§ **Instructions for the task**: Copy each line of the material below that includes the string "road".

(Available records begins)

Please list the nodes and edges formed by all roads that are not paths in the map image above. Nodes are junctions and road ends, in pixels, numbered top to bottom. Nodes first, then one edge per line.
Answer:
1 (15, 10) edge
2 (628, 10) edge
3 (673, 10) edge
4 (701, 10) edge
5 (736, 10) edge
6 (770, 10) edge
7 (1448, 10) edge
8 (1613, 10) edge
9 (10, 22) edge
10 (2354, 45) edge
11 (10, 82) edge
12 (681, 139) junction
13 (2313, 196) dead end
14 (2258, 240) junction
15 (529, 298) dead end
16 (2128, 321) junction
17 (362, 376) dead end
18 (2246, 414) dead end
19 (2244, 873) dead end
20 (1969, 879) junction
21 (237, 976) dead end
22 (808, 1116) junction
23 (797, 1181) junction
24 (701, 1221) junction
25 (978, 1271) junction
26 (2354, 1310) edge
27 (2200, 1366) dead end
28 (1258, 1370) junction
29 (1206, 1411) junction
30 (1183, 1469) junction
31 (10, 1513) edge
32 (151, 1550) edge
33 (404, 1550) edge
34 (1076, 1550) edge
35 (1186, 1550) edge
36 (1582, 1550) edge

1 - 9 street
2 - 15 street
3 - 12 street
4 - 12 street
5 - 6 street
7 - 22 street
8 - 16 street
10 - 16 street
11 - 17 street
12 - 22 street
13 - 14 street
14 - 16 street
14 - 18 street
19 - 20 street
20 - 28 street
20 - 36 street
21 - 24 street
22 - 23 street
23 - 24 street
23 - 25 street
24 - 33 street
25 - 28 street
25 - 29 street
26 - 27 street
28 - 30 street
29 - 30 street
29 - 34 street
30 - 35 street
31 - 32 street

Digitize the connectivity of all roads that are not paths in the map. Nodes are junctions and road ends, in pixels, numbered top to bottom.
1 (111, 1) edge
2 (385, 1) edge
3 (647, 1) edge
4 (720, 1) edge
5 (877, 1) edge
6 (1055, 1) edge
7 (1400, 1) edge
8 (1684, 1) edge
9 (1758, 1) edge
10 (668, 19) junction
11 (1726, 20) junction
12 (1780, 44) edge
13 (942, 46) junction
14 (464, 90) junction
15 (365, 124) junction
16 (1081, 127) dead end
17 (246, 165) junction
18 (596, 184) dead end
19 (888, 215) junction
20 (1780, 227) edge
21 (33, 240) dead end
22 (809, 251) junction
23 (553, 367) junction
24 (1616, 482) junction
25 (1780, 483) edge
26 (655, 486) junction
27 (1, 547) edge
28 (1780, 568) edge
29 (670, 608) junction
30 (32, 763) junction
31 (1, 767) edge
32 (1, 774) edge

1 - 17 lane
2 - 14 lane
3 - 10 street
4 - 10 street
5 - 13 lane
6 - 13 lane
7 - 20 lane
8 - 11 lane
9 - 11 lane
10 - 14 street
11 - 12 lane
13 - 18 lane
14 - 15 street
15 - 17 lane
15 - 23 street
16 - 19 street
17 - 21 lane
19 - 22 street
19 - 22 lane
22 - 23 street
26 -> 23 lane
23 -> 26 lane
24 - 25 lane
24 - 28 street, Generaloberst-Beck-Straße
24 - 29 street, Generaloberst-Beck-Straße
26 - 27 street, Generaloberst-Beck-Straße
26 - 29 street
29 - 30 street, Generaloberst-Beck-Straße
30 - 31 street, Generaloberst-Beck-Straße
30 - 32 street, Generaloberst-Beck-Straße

(Available records ends)

§ **Response to this exercise**:
Please list the nodes and edges formed by all roads that are not paths in the map image above. Nodes are junctions and road ends, in pixels, numbered top to bottom. Nodes first, then one edge per line.
Digitize the connectivity of all roads that are not paths in the map. Nodes are junctions and road ends, in pixels, numbered top to bottom.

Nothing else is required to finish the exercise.